[Saved entries]

■ ■ ■ ■

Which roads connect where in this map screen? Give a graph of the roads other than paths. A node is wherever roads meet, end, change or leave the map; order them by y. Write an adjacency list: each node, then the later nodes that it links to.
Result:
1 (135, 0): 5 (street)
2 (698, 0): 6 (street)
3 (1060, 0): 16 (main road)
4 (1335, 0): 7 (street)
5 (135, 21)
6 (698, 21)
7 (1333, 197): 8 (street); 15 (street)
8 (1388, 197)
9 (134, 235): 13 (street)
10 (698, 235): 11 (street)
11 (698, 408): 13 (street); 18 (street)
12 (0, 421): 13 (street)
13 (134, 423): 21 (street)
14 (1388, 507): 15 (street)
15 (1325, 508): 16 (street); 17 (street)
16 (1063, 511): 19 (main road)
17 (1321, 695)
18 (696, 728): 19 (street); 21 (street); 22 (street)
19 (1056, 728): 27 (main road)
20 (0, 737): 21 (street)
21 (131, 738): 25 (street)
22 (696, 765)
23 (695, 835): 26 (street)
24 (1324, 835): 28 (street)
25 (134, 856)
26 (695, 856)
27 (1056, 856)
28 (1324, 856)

■ ■ ■ ■

_Task directions_: A complete, exact copy of the entries above is what is wanted.

_Task response_:
Which roads connect where in this map screen? Give a graph of the roads other than paths. A node is wherever roads meet, end, change or leave the map; order them by y. Write an adjacency list: each node, then the later nodes that it links to.
Result:
1 (135, 0): 5 (street)
2 (698, 0): 6 (street)
3 (1060, 0): 16 (main road)
4 (1335, 0): 7 (street)
5 (135, 21)
6 (698, 21)
7 (1333, 197): 8 (street); 15 (street)
8 (1388, 197)
9 (134, 235): 13 (street)
10 (698, 235): 11 (street)
11 (698, 408): 13 (street); 18 (street)
12 (0, 421): 13 (street)
13 (134, 423): 21 (street)
14 (1388, 507): 15 (street)
15 (1325, 508): 16 (street); 17 (street)
16 (1063, 511): 19 (main road)
17 (1321, 695)
18 (696, 728): 19 (street); 21 (street); 22 (street)
19 (1056, 728): 27 (main road)
20 (0, 737): 21 (street)
21 (131, 738): 25 (street)
22 (696, 765)
23 (695, 835): 26 (street)
24 (1324, 835): 28 (street)
25 (134, 856)
26 (695, 856)
27 (1056, 856)
28 (1324, 856)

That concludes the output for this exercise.